As @panic mode says, if you change the output current, you will get a different value for efficiency.
The only value for efficiency that you can be certain of is the value at zero output current, and it is exactly 0%.

 

But how are you supposse to measure I_average?

A non-RMS multimeter will measure the average current at the input.

 

The average input current is easy to measure, just measure the current between the power supply and the input capacitor: the input capacitor will average the current for you.

How do a capacitor average the current for you.
It will average the voltage not the current.
The current is discontinuous because the FET opens and stops the current flow.
I dont see how a capacitor does anything for you there.

Also, i cant go measure it since im working with a simulation. I dont have a measuring tool in the sim that will give me the average current

 

How do a capacitor average the current for you.

Because it stores charge.
The current which becomes the output current of the buck regulator will tend to be supplied from the lowest impedance source, which will be the input capacitor, so the output current from the capacitor is pulsating.
if the power source is of a higher impedance than the capacitor, and the voltage does not drop too far when output current flows, the current will be rather more continuous, and rather less pulsating, so it will have been averaged.

 

Because it stores charge.
The current which becomes the output current of the buck regulator will tend to be supplied from the lowest impedance source, which will be the input capacitor, so the output current from the capacitor is pulsating.
if the power source is of a higher impedance than the capacitor, and the voltage does not drop too far when output current flows, the current will be rather more continuous, and rather less pulsating, so it will have been averaged.

I put one in for kicks and it made literally no change. I dont understand where you are going here.

The capacitor cant sink any more current if its charged. The FET opens and there is no current sink so there is not going to be any current smoothing.

 

hi mike,
This simple sim may help to show you the averaging of the current.
The Vin is a square wave, note the effect of the smoothing capacitor.

E

 

hi mike,
This simple sim may help to show you the averaging of the current.
The Vin is a square wave, note the effect of the smoothing capacitor.

thanks for the effort

Can someone please explain how the current is continuous if the FET opens and there is literally no path for the current to flow.

 

Also, i cant go measure it since im working with a simulation

What simulator?
LTspice can measure the average current, for example.

The capacitor cant sink any more current if its charged. The FET opens and there is no current sink so there is not going to be any current smoothing.

Of course it can.
In a real circuit with a finite source impedance, the capacitor discharges when the FET conducts, supplying charge (current) as it's voltage drops.
When the FET is off, the capacitor recharges.

In a sim, if you are using an ideal voltage source, then the capacitor doesn't do anything since all the current is always supplied by the zero impedance source.

 

What simulator?
LTspice can measure the average current, for example.
Of course it can.
In a real circuit with a finite source impedance, the capacitor discharges when the FET conducts, supplying charge (current) as it's voltage drops.
When the FET is off, the capacitor recharges.

In a sim, if you are using an ideal voltage source, then the capacitor doesn't do anything since all the current is always supplied by the zero impedance source.

So i found this on the web


I did the math and put a 500uF cap in.

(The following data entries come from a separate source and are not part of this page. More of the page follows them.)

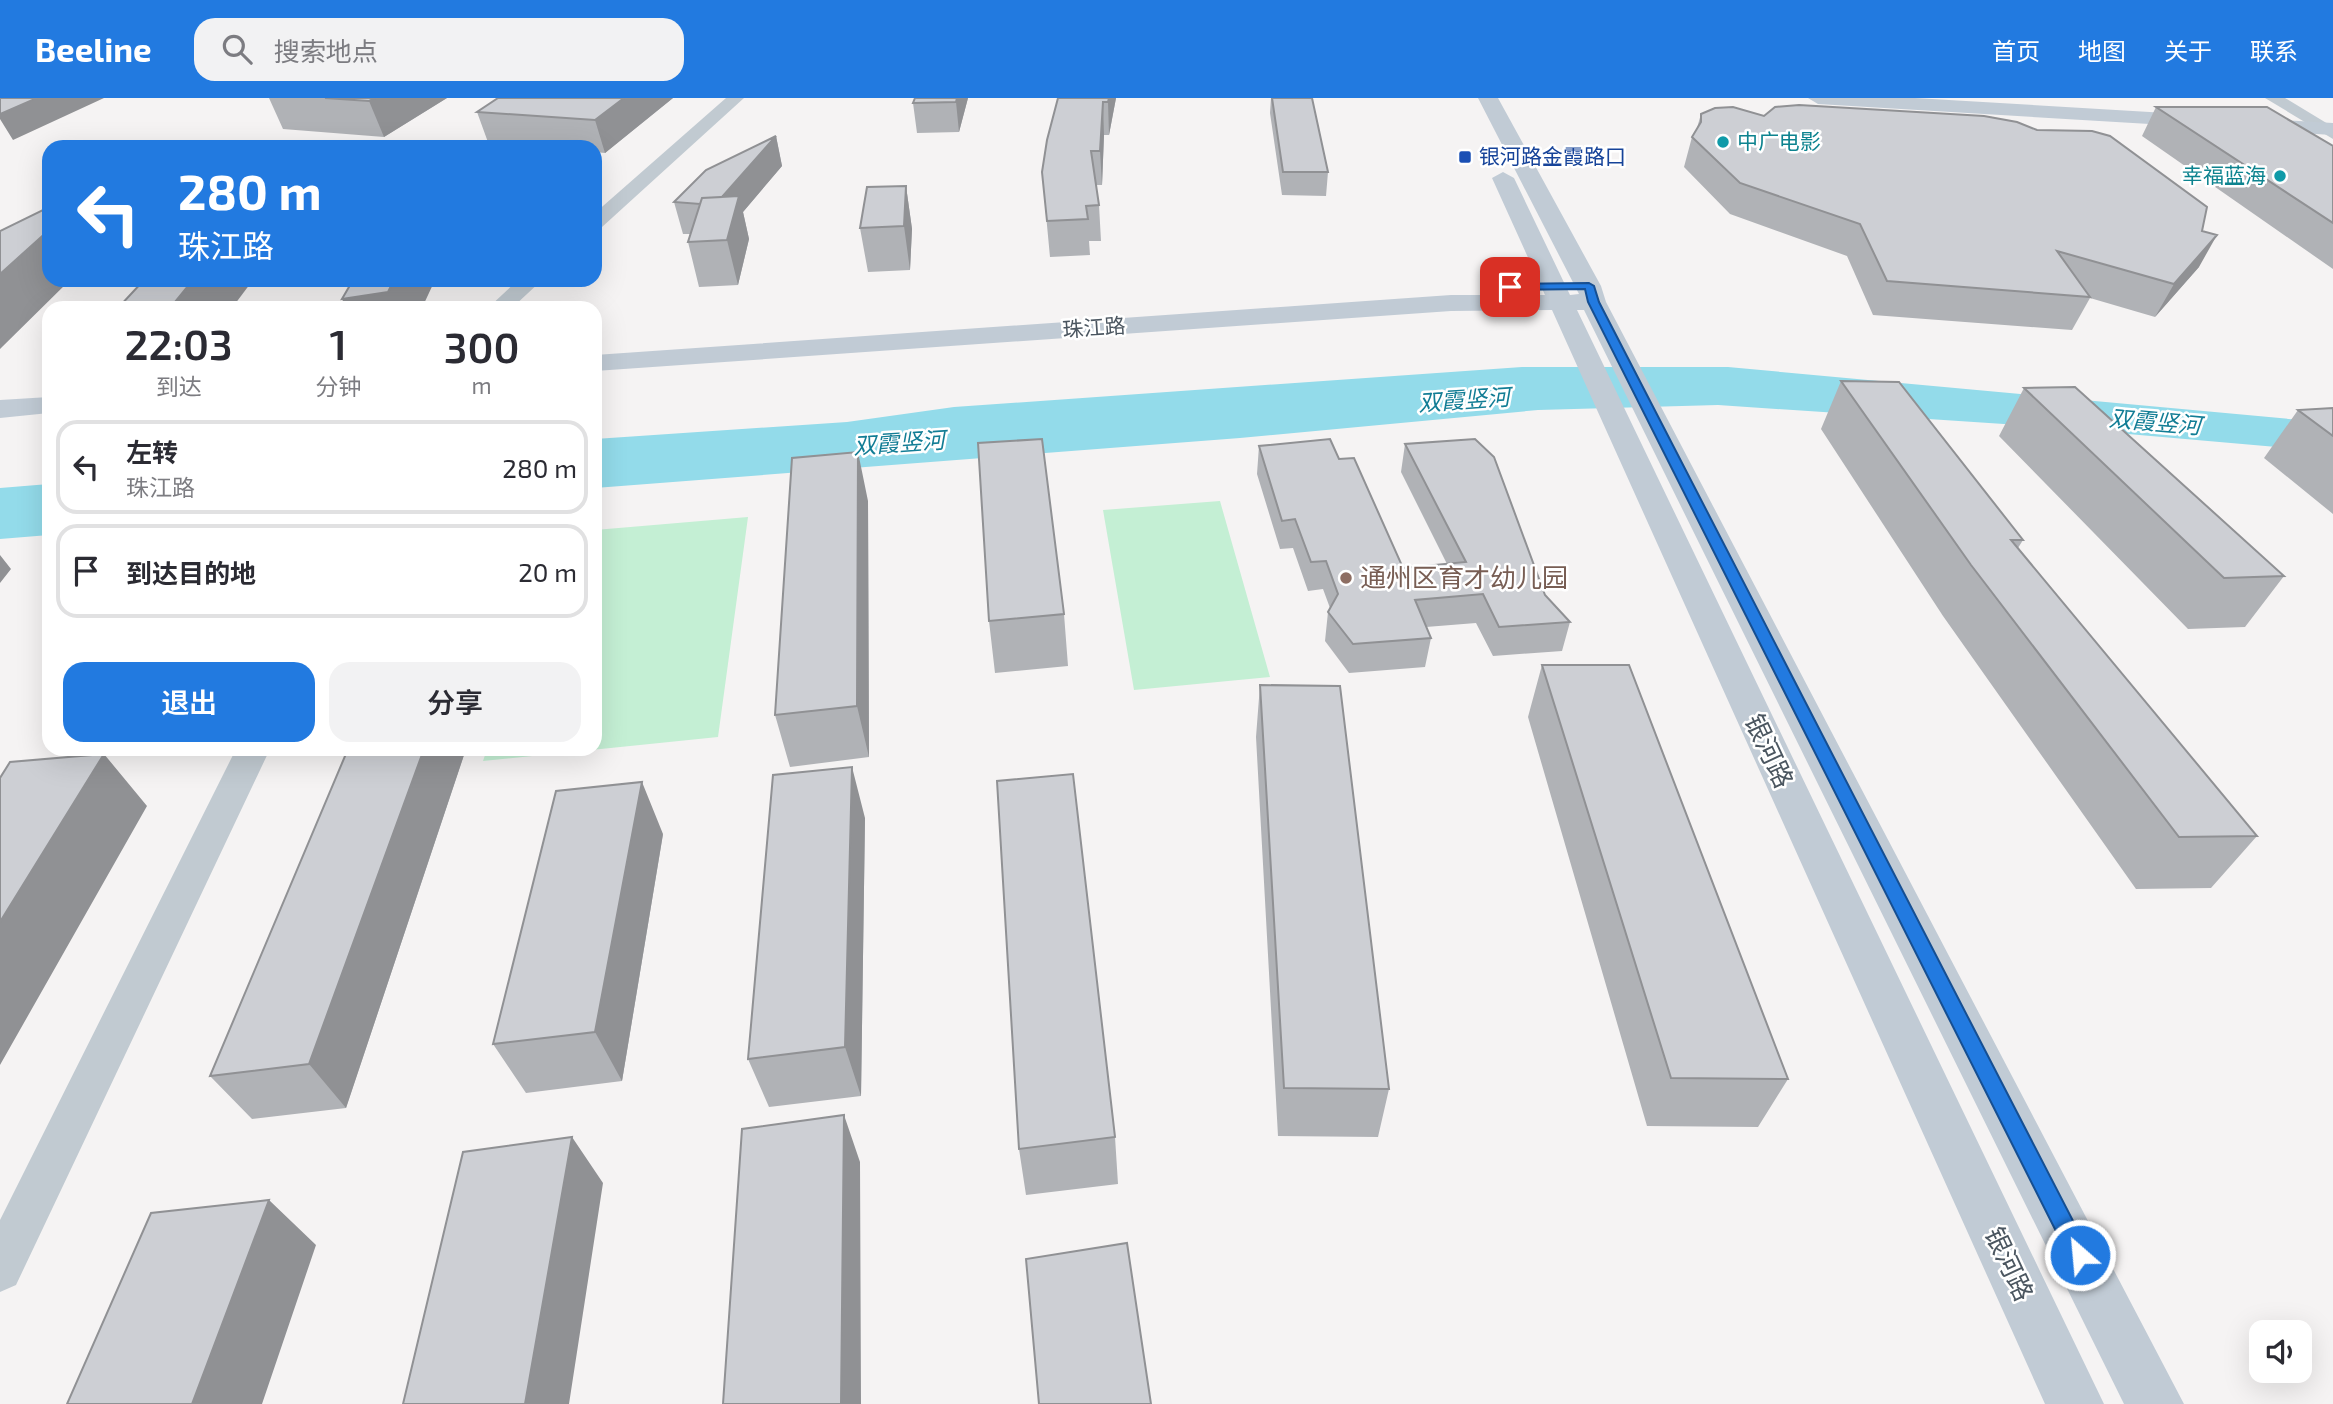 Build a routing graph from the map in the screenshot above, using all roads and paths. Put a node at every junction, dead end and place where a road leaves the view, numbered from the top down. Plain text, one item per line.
1 (736, 98) edge
2 (1818, 98) edge
3 (1986, 98) edge
4 (2273, 98) edge
5 (1477, 109) edge
6 (2305, 117) junction
7 (2331, 128) edge
8 (1491, 155) dead end
9 (602, 217) edge
10 (523, 287) edge
11 (1557, 294) junction
12 (1591, 294) junction
13 (507, 301) edge
14 (602, 348) edge
15 (602, 363) edge
16 (42, 390) edge
17 (0, 393) edge
18 (42, 406) edge
19 (0, 409) edge
20 (1644, 439) junction
21 (250, 756) edge
22 (0, 1269) edge
23 (2075, 1404) edge
24 (2155, 1404) edge

1 - 9 street
2 - 7 main road
3 - 6 main road
4 - 6 street
5 - 12 main road, 银河路
6 - 7 main road
8 - 11 main road, 银河路
10 - 13 street
11 - 12 main road, 珠江路
11 - 14 main road, 珠江路
11 - 15 main road, 珠江路
11 - 20 main road, 银河路
12 - 20 main road, 银河路
16 - 17 main road
18 - 19 main road
20 - 23 main road, 银河路
20 - 24 main road, 银河路
21 - 22 street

It had no effect whatsoever on providing a non discontinuous current into the converter

 

thanks for the effort

Can someone please explain how the current is continuous if the FET opens and there is literally no path for the current to flow.

which FET? show the circuit....

three basic passive components are RLC. two of them can store energy (L and C). there are designs using L and C to create different voltage source for example. designs using capacitors tend to be low power, often used in communication transceivers. designs using inductor are suitable for large powers.

 

So i found this on the web

... and without context and suitable circuit, it is practically useless.

 

So i found this on the web
View attachment 320561

I did the math and put a 500uF cap in. It had no effect whatsoever on providing a non discontinuous current into the converter

Which side of the capacitor were you measuring it?

 

Which side of the capacitor were you measuring it?

What do you mean which side? Its a parallel cap between the positive and negative input rails

 

What do you mean which side? Its a parallel cap between the positive and negative input rails

Assuming you would be measuring the current in the negative supply, are you measuring it in the wire between the capacitor and the power supply, or in the wire between the capacitor and the buck regulator?

 

ok need to switch gears. Apparently im bumping into discontinuous mode.

I am trying to the following equation for the minimum inductance.



However, i can see now that my inductor current is going negative and running dry.

This is a very standard ideal converter using ideal componennts in the sim. So there is little to no nuances like RDS or diode drops or so on.

I know this states this is the inductor minimum. I put a factor of 1.2 on it. Shouldnt that be enough to keep me out of discontinuous mode?

I compared this equation to a TI calculator i found online and this apears to be off by an order of magnitude.

 

I have seen the question of how to calculate input power of a converter explained many times as
Power_out/efficiency = Power in

That seems reasonable to me if you know the efficiency.

However, if you have no idea what the efficiency of a converter is that you just breadboarded i dont see how you can calculate the power in

The power output can be calculated simply with Power_out = Vout X Iout

Since the input current of the converter is discontinuous how do you measure the power input of a converter?

I would of said that Power_In = I_Average X Voltage_in

But how are you supposse to measure I_average?? When i say I_Average I mean AVERAGE not RMS.

What is the generally accepted practice here?

If your approach is to measure the input power, then you need to measure the average power, which may or may not be proportional to the average current.

Your starting point is the definition of average power over some time interval.

\(
P_{avg} \; = \; \frac{1}{T} \int_{0}^{T} p(t) dt
\)

For electrical systems like you are talking about, that becomes

\(
P_{avg} \; = \; \frac{1}{T} \int_{0}^{T} v(t) \cdot i(t) \; dt
\)

Now you get to apply conditions that are relevant for your specific situation.

IF v(t) is constant (i.e., a fixed and steady DC value), then you can move it out of the integral and you end up with average power is the product of the voltage and the average current.

But if the voltage is not constant, then you need to be more careful. If both the voltage and current are sinusoids, there is some simplification you can do involving the amplitudes of both and the relative phase between them. If the voltage varies (such as being supplied by an AC source) and the current draw is complex, then your best bet is to sample both waveforms quickly enough to be able to get samples of the instantaneous power and simply averaging them.